Is it time to pound on the UK real estate market?
PM Johnson's win to make property attractive, especially for Gulf investors
Business investment into the United Kingdom is expected to accelerate following the thumping victory of Conservatives, with the pound expected to test new highs.
In particular, Prime Minister Boris Johnson's victory in the elections is likely to cause Gulf investors in UK property to ramp up purchases.
Kyra Motley, partner at Boodle Hatfield, says that the period of extremely low London luxury property prices for buyers in US dollars may begin to end as certainty over the UK's exit from the European Union is finally reached. The UK is now expected to leave the EU on January 31.
Since the 2016 Brexit referendum and the country's Brexit-driven economic slowdown have kept purchase prices on central London luxury properties more affordable for Gulf buyers. Sterling is now likely to gradually recover against the dollar, pushing up prices for non-UK buyers.
"For those considering a London luxury property purchase, time is now of the essence. Prices are unlikely to stay so low for a long period, and Gulf buyers will want to get deals completed as soon as possible," Motley said.
"The last three years have been a great time to buy in London for Gulf investors, but that window of opportunity may start to close," she added. "Finally getting certainty on Brexit could see the pound recover, and Middle Eastern buyers lose some of the foreign exchange discount they have enjoyed since 2016."
The Conservatives' victory would cause billions of pent-up business investment to be unleashed in the UK - but there are many serious challenges ahead.
"The pound has enjoyed its biggest surge in a decade on the hopes that a solid Conservative majority can finally end the Brexit deadlock," Nigel Green, CEO and founder of deVere Group, said.
"Many traders were caught off-guard by the size of the majority and this may push the pound even higher than previous predictions. We could see bullish traders now take it to $1.38 or maybe even as high as $1.40."
Sterling was well-supported on Friday after rising overnight to above $1.35 as investors rushed to unwind bets on a weaker pound after the resounding election victory.
The pound was last trading up 1.1 per cent at $1.3324, giving up some of the gains it made overnight when it surged to a 19-month high of $1.3516. Against the euro, the pound was up 1.3 per cent at 83.43 pence, having skyrocketed to a 3-1/2-year high of 82.78 pence.

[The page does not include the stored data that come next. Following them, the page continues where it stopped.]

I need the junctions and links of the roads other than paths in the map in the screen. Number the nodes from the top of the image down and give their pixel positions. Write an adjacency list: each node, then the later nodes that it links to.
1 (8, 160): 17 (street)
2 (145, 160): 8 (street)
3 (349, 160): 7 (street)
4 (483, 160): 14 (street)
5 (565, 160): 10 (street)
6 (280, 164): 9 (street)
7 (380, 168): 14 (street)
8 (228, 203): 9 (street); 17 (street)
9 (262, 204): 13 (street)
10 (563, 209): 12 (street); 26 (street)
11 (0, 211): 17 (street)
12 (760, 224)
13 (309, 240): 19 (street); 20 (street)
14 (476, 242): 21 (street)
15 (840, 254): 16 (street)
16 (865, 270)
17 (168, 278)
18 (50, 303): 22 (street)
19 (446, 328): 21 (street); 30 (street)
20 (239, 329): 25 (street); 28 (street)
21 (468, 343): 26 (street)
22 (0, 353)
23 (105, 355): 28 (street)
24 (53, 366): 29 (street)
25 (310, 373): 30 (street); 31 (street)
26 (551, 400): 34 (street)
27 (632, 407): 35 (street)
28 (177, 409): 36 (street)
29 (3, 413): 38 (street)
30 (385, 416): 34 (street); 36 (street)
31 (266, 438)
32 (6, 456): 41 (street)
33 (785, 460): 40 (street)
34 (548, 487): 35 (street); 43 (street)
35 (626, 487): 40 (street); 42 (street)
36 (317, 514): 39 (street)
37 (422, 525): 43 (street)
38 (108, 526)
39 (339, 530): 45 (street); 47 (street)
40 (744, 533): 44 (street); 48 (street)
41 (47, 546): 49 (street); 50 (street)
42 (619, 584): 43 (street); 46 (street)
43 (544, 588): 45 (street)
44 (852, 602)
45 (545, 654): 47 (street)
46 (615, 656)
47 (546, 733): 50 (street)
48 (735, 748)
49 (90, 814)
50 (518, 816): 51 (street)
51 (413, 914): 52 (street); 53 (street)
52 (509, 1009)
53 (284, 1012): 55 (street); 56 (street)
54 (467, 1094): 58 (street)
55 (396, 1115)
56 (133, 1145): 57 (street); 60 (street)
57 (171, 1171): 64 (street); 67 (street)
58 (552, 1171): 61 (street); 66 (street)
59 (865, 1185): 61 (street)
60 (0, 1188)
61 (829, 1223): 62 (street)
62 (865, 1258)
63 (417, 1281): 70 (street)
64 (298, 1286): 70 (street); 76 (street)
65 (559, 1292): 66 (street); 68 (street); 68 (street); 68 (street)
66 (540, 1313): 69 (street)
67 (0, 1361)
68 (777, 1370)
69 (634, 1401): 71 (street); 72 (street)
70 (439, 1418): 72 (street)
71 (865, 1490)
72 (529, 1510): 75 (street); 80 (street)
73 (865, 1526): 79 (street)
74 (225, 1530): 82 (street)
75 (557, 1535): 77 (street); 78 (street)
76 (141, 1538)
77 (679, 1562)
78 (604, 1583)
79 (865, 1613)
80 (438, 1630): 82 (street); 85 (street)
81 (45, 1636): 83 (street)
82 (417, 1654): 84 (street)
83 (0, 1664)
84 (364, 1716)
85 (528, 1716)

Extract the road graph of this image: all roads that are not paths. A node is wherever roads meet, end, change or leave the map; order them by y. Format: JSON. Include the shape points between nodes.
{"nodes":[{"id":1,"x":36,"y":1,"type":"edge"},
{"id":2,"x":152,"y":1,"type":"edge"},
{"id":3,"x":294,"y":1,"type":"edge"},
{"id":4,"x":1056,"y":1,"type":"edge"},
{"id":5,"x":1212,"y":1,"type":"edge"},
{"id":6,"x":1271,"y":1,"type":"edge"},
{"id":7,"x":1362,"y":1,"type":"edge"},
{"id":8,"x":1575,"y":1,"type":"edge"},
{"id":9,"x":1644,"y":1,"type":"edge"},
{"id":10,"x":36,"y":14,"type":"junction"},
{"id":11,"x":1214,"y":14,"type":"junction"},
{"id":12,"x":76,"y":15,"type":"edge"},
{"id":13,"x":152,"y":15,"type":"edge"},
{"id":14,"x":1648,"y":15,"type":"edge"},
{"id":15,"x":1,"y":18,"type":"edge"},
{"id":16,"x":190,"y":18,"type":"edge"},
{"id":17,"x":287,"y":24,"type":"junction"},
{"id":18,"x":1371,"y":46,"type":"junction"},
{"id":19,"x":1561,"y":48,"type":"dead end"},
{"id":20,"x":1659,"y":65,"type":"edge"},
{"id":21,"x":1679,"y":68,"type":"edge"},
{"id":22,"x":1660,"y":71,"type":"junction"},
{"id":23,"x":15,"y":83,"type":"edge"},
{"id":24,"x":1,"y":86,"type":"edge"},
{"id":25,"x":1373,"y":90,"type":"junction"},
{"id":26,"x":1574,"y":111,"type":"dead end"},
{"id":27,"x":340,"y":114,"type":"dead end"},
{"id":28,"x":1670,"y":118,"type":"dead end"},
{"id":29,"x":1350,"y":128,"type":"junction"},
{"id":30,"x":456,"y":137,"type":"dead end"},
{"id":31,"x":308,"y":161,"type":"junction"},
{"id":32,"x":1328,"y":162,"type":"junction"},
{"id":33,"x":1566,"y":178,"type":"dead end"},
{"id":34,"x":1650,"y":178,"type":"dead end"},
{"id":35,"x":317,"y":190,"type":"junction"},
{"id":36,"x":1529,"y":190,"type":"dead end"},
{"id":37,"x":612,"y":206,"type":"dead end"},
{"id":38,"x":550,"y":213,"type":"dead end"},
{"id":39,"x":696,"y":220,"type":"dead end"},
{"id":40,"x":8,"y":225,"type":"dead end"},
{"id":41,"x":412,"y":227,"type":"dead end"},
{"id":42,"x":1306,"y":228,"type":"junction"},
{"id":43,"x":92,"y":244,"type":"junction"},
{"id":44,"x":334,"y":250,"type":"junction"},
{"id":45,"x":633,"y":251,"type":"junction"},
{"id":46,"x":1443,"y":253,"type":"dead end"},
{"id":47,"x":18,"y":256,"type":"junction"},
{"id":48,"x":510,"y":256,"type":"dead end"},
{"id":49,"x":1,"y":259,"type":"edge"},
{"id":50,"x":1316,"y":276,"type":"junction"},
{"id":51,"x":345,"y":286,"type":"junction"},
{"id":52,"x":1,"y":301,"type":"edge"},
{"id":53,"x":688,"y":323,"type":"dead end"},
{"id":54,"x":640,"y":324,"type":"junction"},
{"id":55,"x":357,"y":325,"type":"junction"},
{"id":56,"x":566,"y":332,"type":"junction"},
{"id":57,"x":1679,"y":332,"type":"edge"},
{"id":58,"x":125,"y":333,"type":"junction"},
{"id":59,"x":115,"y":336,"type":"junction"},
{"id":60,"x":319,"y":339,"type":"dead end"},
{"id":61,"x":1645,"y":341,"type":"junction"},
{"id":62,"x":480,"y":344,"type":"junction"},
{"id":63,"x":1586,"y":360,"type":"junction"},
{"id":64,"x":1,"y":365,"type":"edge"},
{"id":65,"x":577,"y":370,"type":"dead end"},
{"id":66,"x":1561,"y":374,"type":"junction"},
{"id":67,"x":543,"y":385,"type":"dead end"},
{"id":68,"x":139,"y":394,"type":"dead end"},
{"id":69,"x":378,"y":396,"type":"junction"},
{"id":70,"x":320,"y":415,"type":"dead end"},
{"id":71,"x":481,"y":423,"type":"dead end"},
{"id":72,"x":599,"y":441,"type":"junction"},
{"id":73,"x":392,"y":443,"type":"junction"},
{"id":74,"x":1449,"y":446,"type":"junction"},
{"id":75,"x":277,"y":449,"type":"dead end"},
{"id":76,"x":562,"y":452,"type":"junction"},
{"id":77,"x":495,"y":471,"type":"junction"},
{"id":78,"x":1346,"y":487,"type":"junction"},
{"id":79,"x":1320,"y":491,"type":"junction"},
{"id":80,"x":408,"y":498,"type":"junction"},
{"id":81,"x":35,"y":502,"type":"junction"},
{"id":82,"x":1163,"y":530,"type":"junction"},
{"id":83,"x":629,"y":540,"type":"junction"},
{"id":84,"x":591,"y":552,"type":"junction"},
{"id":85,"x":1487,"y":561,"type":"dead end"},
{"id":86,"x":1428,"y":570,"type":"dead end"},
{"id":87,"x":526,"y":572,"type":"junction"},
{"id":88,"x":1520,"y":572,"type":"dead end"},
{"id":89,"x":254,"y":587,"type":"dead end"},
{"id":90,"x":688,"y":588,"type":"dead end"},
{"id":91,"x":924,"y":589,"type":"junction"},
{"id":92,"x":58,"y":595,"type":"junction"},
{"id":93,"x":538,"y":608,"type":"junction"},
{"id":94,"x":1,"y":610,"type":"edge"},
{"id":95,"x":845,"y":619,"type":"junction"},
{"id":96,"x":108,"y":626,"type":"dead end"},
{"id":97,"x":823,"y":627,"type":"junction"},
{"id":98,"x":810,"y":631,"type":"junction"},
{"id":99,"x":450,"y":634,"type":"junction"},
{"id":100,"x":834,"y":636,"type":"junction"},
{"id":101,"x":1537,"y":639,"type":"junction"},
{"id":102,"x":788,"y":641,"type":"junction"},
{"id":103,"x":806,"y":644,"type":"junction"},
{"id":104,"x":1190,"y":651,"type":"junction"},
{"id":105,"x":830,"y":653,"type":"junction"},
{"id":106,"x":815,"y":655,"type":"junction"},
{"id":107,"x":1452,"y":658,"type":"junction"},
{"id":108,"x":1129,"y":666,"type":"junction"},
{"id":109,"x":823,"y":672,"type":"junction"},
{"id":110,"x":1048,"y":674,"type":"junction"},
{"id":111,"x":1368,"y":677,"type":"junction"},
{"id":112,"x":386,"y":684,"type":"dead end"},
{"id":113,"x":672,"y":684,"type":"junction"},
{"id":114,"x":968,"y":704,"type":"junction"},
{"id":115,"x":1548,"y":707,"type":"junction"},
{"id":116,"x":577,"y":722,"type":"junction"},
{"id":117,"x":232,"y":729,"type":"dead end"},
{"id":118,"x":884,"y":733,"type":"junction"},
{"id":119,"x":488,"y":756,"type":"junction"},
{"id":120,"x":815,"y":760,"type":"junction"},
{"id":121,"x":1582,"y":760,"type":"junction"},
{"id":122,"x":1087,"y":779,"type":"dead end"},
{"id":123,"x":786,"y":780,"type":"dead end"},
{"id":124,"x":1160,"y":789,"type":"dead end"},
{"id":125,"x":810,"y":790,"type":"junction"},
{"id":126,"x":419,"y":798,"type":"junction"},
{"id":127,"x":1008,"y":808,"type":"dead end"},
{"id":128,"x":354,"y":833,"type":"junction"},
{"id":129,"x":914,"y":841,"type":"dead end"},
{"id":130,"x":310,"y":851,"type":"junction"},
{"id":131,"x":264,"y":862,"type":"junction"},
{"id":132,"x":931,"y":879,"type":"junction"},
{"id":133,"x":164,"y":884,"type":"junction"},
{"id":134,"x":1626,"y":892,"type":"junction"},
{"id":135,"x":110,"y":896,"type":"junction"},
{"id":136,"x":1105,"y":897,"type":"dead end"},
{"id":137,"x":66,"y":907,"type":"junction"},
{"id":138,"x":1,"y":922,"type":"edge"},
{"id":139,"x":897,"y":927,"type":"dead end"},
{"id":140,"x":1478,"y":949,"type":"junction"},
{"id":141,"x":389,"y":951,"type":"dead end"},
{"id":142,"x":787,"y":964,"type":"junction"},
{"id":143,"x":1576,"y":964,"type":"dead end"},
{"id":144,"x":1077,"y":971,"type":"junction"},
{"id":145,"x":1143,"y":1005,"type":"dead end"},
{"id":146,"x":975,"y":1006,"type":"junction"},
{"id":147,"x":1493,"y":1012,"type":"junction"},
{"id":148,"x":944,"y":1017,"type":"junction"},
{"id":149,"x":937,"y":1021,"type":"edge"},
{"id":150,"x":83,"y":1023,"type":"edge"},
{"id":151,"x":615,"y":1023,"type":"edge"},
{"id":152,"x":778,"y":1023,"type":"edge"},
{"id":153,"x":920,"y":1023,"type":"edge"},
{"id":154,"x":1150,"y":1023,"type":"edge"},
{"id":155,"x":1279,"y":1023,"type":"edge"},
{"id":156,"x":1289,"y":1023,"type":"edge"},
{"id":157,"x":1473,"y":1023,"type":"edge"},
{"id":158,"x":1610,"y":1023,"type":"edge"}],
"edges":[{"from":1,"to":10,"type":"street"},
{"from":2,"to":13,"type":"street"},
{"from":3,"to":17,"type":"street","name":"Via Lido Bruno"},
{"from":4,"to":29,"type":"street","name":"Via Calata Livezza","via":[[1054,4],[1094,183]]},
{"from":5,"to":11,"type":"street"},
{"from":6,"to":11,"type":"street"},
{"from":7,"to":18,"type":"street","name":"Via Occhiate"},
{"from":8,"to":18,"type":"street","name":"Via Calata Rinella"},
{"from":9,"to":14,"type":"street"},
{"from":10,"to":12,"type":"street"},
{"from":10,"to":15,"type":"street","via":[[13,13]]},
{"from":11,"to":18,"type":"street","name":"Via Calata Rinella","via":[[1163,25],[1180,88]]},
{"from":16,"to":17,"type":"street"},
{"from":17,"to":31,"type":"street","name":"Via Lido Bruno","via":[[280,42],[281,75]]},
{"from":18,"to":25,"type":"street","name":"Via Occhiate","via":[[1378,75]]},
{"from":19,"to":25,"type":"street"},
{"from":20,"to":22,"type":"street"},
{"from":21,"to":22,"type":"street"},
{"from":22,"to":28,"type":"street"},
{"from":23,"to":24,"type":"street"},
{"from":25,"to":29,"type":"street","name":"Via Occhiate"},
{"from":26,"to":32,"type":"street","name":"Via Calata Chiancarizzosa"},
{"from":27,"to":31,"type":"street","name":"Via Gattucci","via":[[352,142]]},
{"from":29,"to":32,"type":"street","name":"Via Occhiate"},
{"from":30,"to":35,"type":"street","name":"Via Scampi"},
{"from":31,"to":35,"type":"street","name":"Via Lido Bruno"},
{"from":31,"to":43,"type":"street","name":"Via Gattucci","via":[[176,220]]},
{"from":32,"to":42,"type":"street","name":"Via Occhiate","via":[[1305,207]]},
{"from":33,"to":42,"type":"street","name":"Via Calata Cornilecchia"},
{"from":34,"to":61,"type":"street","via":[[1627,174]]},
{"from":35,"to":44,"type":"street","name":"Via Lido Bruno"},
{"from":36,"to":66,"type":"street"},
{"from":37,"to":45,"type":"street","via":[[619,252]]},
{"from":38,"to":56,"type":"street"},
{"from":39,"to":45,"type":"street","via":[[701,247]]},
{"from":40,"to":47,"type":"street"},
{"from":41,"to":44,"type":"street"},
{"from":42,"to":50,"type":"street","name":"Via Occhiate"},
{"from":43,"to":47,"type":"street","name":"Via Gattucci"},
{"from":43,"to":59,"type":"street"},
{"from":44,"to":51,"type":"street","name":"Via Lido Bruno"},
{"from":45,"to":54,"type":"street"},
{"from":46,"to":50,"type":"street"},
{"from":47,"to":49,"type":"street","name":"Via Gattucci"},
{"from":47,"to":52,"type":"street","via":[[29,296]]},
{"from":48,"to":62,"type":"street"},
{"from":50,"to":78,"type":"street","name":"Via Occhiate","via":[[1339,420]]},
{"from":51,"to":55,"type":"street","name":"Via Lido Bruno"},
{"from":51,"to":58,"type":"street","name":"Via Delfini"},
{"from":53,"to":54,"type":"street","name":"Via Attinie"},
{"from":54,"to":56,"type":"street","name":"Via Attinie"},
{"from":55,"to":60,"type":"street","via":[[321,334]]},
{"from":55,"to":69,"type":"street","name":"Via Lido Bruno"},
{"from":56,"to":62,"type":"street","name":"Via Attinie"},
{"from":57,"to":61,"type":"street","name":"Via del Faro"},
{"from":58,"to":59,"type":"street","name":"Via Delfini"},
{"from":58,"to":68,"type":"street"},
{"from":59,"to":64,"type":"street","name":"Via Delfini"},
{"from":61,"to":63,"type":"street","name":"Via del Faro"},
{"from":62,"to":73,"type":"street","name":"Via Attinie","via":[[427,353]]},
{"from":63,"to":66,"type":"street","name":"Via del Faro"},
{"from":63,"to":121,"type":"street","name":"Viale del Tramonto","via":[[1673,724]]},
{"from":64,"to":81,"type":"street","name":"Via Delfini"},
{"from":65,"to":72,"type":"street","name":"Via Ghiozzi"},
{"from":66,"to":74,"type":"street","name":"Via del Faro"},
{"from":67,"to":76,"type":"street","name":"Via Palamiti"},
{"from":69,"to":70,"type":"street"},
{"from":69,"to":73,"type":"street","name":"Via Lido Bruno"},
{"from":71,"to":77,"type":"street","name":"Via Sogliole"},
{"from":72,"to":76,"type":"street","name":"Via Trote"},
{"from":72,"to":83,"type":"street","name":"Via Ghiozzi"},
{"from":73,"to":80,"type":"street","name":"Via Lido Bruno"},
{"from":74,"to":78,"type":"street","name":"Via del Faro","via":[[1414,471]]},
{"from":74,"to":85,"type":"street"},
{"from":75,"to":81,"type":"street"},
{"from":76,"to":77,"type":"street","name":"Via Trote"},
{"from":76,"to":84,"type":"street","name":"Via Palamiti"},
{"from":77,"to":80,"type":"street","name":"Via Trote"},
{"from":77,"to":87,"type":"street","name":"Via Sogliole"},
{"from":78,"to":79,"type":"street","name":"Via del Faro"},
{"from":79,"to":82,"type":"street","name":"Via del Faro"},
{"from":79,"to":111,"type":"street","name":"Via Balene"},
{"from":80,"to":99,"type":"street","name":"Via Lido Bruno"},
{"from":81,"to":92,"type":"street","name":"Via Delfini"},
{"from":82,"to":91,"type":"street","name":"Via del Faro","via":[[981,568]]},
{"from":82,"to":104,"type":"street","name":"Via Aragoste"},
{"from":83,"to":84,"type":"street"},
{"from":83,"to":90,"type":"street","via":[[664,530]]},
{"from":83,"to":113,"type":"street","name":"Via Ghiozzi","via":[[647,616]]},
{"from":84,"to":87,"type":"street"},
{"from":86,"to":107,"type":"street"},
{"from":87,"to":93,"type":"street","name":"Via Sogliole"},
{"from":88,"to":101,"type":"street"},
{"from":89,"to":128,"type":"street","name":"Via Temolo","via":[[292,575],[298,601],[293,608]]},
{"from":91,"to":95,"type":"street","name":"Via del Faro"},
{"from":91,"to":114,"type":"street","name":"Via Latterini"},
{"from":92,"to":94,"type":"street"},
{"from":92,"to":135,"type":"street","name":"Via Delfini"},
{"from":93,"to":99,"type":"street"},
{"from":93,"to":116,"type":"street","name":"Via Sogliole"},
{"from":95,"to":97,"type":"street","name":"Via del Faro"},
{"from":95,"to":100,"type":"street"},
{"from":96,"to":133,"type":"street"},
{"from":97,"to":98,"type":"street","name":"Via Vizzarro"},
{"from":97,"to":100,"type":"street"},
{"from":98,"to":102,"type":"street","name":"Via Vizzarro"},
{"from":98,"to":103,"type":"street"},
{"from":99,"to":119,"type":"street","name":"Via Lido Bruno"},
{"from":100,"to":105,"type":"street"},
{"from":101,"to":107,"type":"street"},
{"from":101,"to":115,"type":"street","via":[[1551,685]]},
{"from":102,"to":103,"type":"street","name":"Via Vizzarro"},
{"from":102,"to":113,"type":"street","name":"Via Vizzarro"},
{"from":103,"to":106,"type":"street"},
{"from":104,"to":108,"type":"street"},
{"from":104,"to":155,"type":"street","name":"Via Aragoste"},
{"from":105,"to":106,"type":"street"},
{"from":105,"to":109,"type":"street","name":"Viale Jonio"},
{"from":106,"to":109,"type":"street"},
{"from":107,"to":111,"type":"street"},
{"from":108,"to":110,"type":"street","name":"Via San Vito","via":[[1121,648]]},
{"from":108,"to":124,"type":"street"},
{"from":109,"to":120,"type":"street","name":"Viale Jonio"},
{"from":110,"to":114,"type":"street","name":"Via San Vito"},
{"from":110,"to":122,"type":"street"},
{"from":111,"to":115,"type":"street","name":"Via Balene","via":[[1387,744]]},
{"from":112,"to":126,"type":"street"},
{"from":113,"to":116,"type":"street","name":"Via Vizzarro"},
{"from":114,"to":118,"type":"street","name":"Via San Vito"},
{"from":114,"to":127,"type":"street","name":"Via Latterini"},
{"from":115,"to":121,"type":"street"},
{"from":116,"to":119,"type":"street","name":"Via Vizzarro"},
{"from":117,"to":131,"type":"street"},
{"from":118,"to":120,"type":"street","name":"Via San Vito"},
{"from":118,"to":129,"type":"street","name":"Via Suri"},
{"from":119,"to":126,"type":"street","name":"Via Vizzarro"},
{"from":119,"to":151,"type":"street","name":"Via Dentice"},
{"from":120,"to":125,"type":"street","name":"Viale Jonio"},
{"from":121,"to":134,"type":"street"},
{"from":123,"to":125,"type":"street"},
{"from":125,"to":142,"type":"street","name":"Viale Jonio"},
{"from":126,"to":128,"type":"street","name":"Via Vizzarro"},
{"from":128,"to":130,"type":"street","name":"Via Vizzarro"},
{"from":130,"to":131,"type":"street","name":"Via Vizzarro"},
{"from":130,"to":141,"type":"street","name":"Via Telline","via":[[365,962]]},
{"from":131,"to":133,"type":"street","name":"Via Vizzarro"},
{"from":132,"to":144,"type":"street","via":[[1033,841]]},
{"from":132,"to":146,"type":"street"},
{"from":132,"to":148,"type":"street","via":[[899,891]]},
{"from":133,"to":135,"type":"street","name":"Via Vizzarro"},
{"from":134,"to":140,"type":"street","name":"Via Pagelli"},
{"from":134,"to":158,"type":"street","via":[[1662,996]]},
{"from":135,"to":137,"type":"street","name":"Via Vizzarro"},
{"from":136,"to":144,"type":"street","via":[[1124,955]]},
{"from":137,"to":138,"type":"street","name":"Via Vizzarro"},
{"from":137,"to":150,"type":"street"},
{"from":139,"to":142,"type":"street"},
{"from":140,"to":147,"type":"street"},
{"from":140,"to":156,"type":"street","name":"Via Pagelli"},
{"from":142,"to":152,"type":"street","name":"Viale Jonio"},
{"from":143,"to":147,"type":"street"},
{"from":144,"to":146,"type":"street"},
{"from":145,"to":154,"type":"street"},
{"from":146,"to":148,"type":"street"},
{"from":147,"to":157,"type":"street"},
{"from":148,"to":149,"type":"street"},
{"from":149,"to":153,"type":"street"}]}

The currency had jumped more than 2.5 per cent after exit polls pointing to the scale of the Conservatives' win were published, its biggest one-day gain in nearly three years. This was a remarkable jump for a currency that has become extremely volatile since Britain voted to leave the EU in a referendum in 2016.
Against the UAE dirham, the pound was at 4.90 on Friday evening, up 1.2 per cent from Thursday's close of 4.85.
The benchmark FTSE 100 rallied 1.9 per cent, while in Paris the CAC 40 rose 1.2 per cent. Germany's DAX advanced 1.2 per cent as well.
US shares looked set for gains, with the future contracts for the S&P 500 and the Dow Jones Industrial Average both up 0.4 per cent.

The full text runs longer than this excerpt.